───── Record excerpts

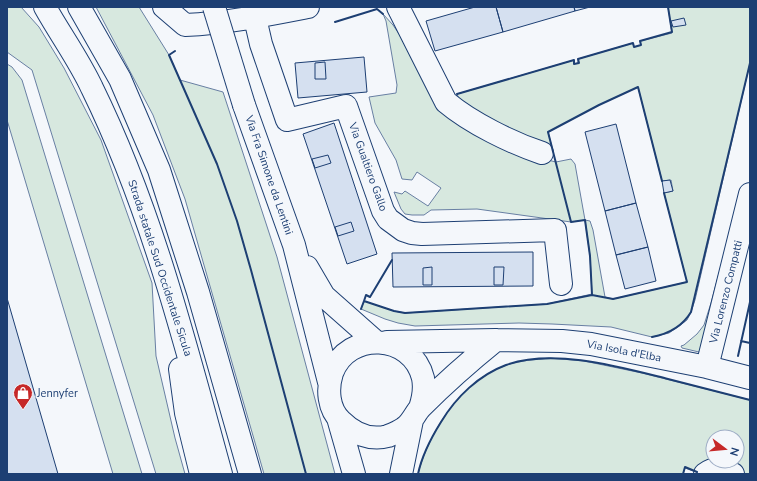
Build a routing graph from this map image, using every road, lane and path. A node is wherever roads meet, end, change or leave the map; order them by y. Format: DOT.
graph roads {
  1 [pos="37,7"];
  2 [pos="79,7"];
  3 [pos="164,7"];
  4 [pos="214,7"];
  5 [pos="308,7"];
  6 [pos="398,7"];
  7 [pos="50,15"];
  8 [pos="255,18"];
  9 [pos="542,153"];
  10 [pos="750,194"];
  11 [pos="746,227"];
  12 [pos="294,245"];
  13 [pos="561,284"];
  14 [pos="171,295"];
  15 [pos="496,340"];
  16 [pos="380,342"];
  17 [pos="707,367"];
  18 [pos="750,378"];
  19 [pos="329,382"];
  20 [pos="416,414"];
  21 [pos="338,418"];
  22 [pos="201,474"];
  23 [pos="221,474"];
  24 [pos="250,474"];
  25 [pos="354,474"];
  26 [pos="401,474"];
  27 [pos="705,474"];
  28 [pos="733,474"];
  1 -- 7 [label="street, Strada statale Sud Occidentale Sicula"];
  2 -- 24 [label="street"];
  3 -- 8 [label="street"];
  4 -- 12 [label="street, Via Fra Simone da Lentini, bridge"];
  5 -- 8 [label="street"];
  6 -- 9 [label="street"];
  7 -- 14 [label="street, Strada statale Sud Occidentale Sicula"];
  8 -- 13 [label="street, Via Gualtiero Gallo"];
  10 -- 11 [label="street, Via Lorenzo Compatti"];
  11 -- 17 [label="street, Via Lorenzo Compatti"];
  12 -- 16 [label="street"];
  12 -- 19 [label="street"];
  14 -- 22 [label="street"];
  14 -- 23 [label="street, Strada statale Sud Occidentale Sicula"];
  15 -- 16 [label="street, Via Isola d'Elba"];
  15 -- 17 [label="street, Via Isola d'Elba"];
  15 -- 20 [label="street"];
  16 -- 19 [label="street"];
  16 -- 20 [label="street"];
  17 -- 18 [label="street, Via Isola d'Elba"];
  19 -- 21 [label="street"];
  20 -- 21 [label="street"];
  20 -- 26 [label="street"];
  21 -- 25 [label="street"];
  27 -- 28 [label="street"];
}
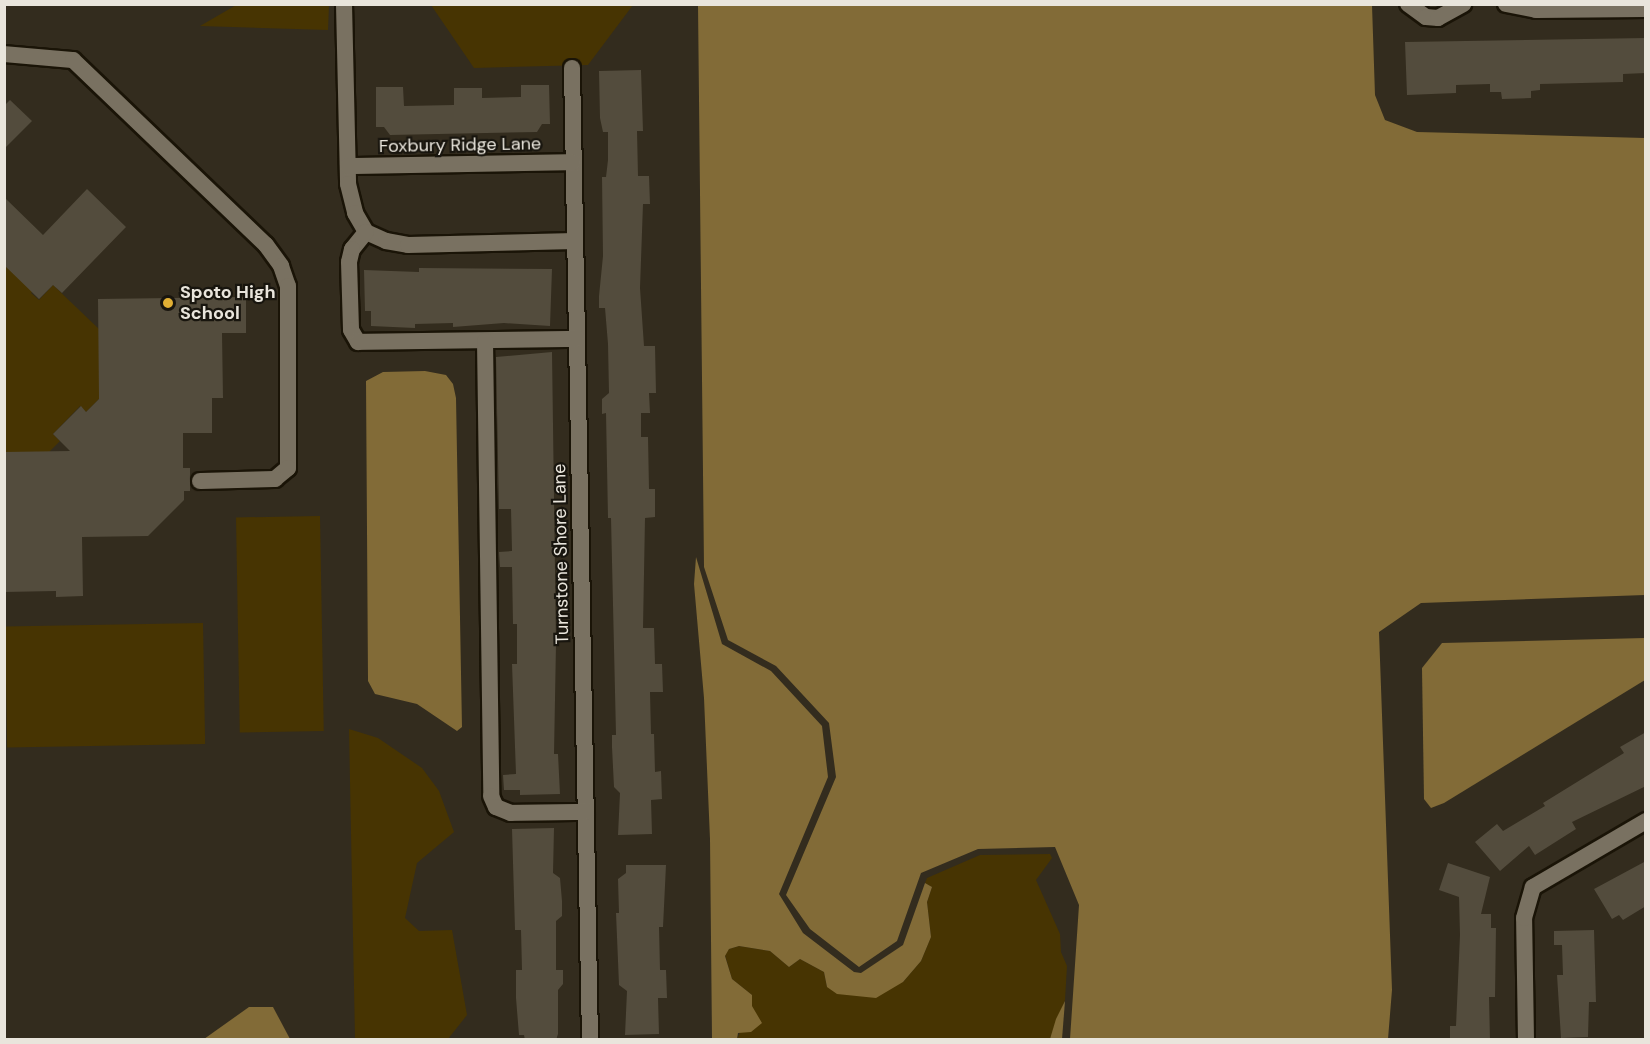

──────────

### Task item:
Across the records, how many lines contain "Isola"? Only the number should be given.

### Result of the task:
3